Fernand retourna dans la grande salle et s'installa dans son fauteuil en osier, près de l'âtre qu'il ranima. Il se mit alors à songer à ce fils qui allait naître. Il en ferait un travailleur de la terre, comme lui. Ils formeraient une sacrée équipe, tous les deux. Le père transmettrait au fils tout ce qu'il savait du métier, tout ce que lui avaient enseigné ses aînés.

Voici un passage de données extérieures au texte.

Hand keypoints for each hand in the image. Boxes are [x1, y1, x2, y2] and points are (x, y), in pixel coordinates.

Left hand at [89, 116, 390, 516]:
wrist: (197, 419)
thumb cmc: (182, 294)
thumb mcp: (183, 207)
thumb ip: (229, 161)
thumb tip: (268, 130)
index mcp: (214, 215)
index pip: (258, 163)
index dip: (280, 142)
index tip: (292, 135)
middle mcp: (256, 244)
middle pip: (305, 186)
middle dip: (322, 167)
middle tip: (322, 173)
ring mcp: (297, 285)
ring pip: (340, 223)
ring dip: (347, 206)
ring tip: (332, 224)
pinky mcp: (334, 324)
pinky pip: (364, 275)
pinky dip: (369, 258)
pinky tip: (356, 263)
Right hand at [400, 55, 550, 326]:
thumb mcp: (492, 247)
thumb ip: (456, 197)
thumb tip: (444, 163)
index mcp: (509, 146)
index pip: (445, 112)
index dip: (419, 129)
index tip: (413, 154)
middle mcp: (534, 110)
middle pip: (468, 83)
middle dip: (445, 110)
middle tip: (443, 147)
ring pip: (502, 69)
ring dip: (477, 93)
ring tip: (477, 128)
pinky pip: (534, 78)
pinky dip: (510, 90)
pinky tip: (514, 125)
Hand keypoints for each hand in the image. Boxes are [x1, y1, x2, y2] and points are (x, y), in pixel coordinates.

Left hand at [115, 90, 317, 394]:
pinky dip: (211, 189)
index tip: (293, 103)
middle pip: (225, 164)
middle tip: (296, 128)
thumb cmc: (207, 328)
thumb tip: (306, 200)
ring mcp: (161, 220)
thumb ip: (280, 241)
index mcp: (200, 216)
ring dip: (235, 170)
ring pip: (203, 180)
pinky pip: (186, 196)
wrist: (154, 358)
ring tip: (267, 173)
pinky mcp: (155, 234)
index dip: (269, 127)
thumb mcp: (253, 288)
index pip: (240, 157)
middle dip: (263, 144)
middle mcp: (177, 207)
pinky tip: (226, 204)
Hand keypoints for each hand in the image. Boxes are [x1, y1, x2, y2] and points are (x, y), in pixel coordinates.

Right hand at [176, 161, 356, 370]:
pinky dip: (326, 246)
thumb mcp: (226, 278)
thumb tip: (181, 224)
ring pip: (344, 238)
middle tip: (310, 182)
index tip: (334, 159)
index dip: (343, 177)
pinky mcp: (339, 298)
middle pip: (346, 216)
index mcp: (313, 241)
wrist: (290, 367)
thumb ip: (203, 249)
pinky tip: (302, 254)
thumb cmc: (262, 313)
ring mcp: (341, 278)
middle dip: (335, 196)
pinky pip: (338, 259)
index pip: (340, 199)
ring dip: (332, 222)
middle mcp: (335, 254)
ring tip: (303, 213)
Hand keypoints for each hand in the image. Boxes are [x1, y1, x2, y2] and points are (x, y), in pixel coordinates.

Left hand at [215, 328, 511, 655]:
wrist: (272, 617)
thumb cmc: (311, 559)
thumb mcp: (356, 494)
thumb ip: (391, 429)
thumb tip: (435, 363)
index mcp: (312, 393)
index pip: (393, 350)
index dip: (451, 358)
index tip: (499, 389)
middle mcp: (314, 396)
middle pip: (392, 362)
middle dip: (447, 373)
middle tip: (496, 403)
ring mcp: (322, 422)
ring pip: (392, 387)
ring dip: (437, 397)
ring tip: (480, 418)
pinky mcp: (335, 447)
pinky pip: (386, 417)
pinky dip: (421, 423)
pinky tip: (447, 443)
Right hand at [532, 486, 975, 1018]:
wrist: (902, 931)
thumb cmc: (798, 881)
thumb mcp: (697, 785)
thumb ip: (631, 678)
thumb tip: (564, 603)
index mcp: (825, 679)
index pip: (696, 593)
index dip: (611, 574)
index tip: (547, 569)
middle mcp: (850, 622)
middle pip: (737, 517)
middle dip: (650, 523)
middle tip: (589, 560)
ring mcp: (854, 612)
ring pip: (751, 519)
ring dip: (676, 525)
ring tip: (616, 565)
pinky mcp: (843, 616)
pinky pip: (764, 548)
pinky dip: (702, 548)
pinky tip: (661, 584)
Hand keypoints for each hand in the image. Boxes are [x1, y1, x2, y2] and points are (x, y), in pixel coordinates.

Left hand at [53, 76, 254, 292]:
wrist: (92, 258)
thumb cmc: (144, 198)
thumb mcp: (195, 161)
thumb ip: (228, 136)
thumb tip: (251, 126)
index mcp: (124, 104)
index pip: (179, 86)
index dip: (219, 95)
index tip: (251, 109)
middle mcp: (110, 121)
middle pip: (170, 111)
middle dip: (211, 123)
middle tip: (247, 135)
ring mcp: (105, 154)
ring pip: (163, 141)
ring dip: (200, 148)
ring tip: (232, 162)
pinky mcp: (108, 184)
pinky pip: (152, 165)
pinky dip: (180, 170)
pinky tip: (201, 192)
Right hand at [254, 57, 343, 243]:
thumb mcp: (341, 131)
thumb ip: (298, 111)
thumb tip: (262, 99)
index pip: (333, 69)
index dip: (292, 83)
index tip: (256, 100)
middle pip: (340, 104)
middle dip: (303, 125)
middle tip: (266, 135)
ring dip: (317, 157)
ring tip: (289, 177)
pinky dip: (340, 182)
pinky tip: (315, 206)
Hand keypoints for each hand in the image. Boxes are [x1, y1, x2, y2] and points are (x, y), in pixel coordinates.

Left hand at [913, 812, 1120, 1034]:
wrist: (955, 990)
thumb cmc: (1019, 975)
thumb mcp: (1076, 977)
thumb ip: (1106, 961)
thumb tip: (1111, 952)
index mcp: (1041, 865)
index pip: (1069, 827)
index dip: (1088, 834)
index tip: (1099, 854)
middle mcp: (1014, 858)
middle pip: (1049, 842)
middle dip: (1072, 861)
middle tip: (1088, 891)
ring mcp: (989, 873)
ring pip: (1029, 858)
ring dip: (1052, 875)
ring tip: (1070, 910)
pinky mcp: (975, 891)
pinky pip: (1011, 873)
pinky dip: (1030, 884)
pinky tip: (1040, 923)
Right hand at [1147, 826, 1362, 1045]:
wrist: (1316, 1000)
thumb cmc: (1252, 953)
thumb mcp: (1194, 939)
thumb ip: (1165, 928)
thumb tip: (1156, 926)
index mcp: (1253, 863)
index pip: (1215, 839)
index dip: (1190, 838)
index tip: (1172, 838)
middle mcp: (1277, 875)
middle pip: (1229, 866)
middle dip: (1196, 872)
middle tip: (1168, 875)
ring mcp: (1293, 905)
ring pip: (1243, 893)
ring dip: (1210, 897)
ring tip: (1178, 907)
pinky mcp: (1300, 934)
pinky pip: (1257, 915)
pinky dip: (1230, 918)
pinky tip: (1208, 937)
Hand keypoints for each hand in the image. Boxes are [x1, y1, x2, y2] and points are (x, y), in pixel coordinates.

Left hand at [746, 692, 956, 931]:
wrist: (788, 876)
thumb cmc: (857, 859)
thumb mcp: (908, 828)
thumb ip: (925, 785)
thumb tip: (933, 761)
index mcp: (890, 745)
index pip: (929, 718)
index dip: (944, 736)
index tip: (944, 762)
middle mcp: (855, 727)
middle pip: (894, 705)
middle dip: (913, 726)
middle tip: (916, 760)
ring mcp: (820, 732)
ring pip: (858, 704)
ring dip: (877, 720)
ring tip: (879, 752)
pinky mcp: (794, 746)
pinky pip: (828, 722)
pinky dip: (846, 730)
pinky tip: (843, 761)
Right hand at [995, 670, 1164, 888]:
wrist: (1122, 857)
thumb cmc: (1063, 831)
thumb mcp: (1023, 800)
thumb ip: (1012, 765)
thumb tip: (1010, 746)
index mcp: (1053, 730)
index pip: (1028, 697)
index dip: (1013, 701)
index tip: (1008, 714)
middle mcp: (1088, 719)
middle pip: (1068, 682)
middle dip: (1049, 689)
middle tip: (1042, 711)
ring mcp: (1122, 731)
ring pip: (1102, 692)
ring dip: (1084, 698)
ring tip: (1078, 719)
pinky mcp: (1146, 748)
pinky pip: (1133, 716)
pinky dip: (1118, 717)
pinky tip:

Et puisque c'était le temps qui gouvernait les paysans, il se promettait de lui apprendre à le prévoir. Savoir reconnaître les vents, celui de la pluie comme celui du sec, les nuages inoffensifs comme ceux qui annoncent l'orage. Se réjouir du brouillard tombant, perspective d'une journée radieuse. Par contre, craindre le halo d'un blanc laiteux dont s'auréole parfois la lune, annonçant un lendemain pluvieux. Bien observer les insectes : les allées et venues des papillons et libellules sont signes de beau temps, tandis que l'insistante insolence des taons, au moment de la fenaison, avertit de l'imminence de l'orage. Voir les hirondelles haut dans le ciel est de bon augure. Lorsqu'elles rasent les mottes pour surprendre les insectes accrochés aux herbes parce qu'ils pressentent la bourrasque,...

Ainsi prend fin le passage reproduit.